WHAT NEEDS TO BE DONE:
Lines in the entries below where the word "edges" shows up should each be copied.
_ _ _ _ _ _ _
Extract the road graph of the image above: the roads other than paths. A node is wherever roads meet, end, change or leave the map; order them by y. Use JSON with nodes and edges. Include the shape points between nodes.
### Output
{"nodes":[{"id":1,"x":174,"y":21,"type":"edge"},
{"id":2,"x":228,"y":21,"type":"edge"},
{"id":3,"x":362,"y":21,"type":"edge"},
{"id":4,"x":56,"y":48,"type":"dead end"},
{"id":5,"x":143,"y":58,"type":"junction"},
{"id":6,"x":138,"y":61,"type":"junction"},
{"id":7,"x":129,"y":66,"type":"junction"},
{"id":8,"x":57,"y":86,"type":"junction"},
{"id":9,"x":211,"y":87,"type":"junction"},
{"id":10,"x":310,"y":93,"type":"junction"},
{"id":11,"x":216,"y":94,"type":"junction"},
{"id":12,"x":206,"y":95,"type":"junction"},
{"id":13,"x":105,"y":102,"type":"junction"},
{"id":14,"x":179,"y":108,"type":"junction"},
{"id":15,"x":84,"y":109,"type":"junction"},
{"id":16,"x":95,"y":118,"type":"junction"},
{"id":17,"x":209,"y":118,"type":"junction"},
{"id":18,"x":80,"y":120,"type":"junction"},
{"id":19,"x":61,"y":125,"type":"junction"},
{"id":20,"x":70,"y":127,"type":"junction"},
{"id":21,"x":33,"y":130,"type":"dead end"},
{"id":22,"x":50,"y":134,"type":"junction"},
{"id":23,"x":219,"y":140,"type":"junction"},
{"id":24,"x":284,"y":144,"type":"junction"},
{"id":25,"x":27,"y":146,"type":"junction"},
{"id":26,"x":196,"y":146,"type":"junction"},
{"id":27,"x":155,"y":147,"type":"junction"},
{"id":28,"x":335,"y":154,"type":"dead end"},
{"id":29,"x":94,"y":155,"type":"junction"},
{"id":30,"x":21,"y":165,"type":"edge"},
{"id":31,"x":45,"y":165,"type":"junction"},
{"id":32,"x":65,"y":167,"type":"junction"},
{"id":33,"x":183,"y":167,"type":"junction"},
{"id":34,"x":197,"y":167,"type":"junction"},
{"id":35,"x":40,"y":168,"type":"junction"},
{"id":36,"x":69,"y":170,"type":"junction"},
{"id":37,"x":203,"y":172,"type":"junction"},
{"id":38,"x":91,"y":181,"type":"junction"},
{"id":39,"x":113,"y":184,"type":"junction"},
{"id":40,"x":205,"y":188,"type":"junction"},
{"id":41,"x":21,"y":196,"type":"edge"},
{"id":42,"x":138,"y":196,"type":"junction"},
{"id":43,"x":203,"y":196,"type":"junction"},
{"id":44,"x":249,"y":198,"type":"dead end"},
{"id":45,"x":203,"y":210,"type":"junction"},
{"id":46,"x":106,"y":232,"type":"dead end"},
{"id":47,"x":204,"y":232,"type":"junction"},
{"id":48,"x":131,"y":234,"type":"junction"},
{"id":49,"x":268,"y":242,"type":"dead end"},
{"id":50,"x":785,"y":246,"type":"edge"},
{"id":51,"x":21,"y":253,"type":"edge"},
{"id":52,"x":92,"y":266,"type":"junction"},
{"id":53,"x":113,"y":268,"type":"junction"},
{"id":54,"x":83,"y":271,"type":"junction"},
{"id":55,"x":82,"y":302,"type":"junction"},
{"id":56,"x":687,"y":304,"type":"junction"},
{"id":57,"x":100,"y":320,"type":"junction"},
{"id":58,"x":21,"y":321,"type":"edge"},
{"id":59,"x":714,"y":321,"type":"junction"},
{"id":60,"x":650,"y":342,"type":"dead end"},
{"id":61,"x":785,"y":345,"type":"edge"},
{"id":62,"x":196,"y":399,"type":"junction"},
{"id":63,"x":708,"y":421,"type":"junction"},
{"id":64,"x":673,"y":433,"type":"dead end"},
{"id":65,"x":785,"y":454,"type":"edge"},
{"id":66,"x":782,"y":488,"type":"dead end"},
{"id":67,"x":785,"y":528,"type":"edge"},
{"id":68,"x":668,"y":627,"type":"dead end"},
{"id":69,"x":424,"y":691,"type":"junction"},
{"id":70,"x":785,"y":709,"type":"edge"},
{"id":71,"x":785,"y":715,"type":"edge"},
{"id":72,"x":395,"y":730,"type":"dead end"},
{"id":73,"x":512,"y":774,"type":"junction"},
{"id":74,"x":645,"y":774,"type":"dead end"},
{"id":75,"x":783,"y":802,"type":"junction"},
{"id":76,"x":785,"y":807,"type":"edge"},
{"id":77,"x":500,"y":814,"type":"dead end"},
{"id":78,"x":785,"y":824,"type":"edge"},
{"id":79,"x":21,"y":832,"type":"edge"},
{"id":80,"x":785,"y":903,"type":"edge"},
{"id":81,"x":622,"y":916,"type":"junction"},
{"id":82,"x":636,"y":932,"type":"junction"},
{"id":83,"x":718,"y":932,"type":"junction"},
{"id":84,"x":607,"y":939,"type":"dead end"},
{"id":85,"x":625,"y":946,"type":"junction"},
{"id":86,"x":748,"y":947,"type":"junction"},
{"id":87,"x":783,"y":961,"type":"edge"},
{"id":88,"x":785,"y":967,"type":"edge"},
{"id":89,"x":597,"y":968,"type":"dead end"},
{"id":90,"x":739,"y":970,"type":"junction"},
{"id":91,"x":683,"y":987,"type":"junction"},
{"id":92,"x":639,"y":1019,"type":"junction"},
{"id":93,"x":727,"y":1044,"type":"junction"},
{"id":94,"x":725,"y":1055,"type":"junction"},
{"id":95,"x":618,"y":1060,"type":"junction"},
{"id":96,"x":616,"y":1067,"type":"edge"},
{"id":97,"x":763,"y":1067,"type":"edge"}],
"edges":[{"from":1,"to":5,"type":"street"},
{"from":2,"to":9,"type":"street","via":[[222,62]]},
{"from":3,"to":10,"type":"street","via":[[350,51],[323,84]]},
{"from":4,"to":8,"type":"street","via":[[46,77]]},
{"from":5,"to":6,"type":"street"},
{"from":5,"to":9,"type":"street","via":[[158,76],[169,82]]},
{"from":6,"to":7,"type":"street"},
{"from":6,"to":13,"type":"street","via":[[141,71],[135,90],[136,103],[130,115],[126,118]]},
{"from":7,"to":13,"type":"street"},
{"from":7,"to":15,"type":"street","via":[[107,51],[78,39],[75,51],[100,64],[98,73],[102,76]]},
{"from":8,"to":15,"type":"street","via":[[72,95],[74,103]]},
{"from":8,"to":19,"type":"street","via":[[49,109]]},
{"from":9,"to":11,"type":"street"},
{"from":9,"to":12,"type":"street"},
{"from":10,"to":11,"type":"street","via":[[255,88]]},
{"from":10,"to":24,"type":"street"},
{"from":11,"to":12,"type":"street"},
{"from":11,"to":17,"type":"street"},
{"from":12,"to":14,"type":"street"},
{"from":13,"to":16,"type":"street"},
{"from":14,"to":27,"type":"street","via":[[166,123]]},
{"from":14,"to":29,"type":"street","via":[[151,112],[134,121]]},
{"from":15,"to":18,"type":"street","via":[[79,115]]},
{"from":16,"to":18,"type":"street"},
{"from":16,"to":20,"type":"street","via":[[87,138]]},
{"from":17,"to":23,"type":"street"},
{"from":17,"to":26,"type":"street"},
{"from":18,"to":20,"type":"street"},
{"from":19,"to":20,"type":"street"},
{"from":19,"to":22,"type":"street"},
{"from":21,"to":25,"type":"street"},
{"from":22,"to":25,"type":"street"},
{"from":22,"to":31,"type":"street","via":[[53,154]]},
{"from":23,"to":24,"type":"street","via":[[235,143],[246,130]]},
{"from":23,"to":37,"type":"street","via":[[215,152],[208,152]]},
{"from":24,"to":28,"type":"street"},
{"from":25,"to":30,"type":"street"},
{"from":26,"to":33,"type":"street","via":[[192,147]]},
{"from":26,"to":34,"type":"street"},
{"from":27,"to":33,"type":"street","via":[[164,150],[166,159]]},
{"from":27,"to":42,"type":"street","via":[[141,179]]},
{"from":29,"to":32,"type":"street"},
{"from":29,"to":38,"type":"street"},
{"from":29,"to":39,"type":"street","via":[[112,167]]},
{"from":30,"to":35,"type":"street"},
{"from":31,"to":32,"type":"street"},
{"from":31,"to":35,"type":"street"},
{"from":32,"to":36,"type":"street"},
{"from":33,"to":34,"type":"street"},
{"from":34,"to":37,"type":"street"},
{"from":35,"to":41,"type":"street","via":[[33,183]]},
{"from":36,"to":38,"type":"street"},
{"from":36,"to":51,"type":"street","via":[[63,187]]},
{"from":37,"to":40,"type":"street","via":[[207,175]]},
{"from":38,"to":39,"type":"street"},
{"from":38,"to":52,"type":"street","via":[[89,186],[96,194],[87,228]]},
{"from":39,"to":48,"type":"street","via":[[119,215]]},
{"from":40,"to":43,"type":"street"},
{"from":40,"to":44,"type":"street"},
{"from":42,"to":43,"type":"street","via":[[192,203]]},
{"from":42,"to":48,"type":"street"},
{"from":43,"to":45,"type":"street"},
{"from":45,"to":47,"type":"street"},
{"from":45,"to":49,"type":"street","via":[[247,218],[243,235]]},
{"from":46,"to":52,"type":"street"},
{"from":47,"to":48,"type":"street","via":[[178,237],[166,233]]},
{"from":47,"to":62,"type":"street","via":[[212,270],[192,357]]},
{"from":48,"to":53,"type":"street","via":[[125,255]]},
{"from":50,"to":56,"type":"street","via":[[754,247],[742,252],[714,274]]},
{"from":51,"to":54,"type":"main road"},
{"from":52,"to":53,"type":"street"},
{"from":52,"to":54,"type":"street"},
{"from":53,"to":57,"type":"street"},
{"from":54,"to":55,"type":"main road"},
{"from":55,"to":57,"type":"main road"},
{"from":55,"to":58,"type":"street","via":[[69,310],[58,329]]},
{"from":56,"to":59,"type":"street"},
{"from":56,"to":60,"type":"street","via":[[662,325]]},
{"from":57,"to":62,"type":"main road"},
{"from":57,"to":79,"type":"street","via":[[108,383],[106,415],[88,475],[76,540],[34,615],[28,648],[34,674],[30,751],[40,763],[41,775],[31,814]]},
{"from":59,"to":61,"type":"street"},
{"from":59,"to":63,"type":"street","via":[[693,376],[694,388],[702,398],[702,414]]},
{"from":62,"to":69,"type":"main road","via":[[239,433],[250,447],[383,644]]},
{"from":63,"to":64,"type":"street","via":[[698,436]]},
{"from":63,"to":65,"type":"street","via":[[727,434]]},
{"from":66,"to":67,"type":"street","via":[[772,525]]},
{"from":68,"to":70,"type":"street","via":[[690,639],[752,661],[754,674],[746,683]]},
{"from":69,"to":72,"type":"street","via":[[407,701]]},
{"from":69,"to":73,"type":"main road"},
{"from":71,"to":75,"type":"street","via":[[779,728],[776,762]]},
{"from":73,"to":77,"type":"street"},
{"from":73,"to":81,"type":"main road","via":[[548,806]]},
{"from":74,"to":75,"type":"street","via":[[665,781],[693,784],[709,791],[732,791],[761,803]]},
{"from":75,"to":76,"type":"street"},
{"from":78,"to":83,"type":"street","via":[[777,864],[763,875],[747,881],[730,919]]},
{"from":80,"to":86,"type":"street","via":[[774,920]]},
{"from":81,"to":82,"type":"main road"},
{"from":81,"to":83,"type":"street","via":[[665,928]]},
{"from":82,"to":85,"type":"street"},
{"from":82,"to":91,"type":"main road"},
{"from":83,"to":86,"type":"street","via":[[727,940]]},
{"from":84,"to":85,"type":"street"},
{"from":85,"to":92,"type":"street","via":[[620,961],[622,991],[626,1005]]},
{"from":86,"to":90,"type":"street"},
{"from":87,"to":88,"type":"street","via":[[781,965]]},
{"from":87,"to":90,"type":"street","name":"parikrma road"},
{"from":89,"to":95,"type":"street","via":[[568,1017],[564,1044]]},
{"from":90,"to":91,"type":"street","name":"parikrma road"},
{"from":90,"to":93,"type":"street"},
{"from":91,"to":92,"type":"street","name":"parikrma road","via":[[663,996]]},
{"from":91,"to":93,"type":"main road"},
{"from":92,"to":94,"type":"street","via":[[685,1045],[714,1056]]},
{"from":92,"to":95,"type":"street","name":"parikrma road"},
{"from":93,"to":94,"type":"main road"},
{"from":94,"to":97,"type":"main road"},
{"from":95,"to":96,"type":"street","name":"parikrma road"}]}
_ _ _ _ _ _ _
RESULT:
Extract the road graph of the image above: the roads other than paths. A node is wherever roads meet, end, change or leave the map; order them by y. Use JSON with nodes and edges. Include the shape points between nodes.
"edges":[{"from":1,"to":5,"type":"street"},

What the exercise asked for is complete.